Autoantibodies against vimentin in a murine model of myocarditis.

The presence of autoantibodies in the sera of patients with myocarditis has suggested that autoimmunity is a sequela of myocarditis. In this study, we examined anti-vimentin antibodies in a murine model of myocarditis. Four-week-old male DBA/2 mice were inoculated intraperitoneally with 10 plaque-forming units of encephalomyocarditis (EMC) virus. The surviving mice were killed on Days 0 (n = 7), 2 (n = 6), 5 (n = 6), 7 (n = 6), 9 (n = 6), 14 (n = 5), 60 (n = 6) and 540 (n = 3) after virus inoculation.

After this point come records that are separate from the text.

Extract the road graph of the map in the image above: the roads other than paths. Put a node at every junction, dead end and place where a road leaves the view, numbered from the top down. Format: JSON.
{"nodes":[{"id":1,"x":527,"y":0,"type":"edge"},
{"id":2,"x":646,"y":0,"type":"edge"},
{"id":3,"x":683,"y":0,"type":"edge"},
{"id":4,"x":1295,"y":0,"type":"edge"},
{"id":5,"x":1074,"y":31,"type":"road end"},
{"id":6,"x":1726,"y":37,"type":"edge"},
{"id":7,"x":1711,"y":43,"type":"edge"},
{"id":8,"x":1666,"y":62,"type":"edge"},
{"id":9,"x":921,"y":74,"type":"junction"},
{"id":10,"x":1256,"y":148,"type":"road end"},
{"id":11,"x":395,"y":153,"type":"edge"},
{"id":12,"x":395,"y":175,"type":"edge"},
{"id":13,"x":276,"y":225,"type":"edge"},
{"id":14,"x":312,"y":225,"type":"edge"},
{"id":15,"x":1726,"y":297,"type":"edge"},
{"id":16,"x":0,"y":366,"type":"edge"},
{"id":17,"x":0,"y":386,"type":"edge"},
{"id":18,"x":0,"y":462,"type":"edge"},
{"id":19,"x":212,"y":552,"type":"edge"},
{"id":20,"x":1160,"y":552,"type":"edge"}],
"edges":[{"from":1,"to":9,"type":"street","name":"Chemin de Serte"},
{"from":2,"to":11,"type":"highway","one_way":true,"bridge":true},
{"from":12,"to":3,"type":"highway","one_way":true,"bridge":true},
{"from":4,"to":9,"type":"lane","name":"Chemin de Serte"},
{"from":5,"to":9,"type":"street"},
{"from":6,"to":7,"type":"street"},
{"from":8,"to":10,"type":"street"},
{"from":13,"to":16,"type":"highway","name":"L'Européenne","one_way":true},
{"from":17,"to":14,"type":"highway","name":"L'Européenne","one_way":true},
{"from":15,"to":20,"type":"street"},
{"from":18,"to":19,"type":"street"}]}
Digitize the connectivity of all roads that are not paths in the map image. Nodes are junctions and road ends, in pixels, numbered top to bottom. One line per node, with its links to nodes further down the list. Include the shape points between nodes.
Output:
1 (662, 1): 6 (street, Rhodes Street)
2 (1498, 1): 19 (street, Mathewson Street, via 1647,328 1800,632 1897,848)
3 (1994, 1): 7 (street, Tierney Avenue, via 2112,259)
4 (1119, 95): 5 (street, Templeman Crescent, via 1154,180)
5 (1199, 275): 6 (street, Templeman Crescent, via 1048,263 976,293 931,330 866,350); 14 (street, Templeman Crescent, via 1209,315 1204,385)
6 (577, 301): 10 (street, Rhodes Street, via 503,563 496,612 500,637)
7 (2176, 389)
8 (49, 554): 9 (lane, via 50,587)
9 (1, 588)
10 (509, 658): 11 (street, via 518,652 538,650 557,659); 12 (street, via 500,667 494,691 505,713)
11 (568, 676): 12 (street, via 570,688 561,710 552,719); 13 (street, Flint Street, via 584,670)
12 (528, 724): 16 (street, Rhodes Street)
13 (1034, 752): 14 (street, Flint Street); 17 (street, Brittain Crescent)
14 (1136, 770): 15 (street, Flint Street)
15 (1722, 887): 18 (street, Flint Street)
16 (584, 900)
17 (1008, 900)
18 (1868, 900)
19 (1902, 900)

The presence of anti-vimentin autoantibodies in the sera of mice was determined by ELISA. The optical density (OD) of anti-vimentin IgG and IgM autoantibodies of day 0 mice was 0.03 +/- 0.03 and 0.12 +/- 0.08, respectively, when positive antibody was defined as over the mean value plus 2-standard deviations of the sera of day 0 mice, anti-vimentin IgG antibodies were negative before day 5 but positive in all mice on day 9. Both IgG and IgM OD of the sera from day 9 mice (IgG; 0.26 +/- 0.12, IgM; 0.30 +/- 0.08) were significantly higher than those of the sera from day 0 mice (p < 0.005) and decreased thereafter on day 14. In the chronic stage, five of six mice were positive on day 60 and two of three mice were positive on day 540. Although further studies are needed to elucidate the pathogenetic role of anti-vimentin antibodies, these antibodies may be a parameter of the interstitial injury.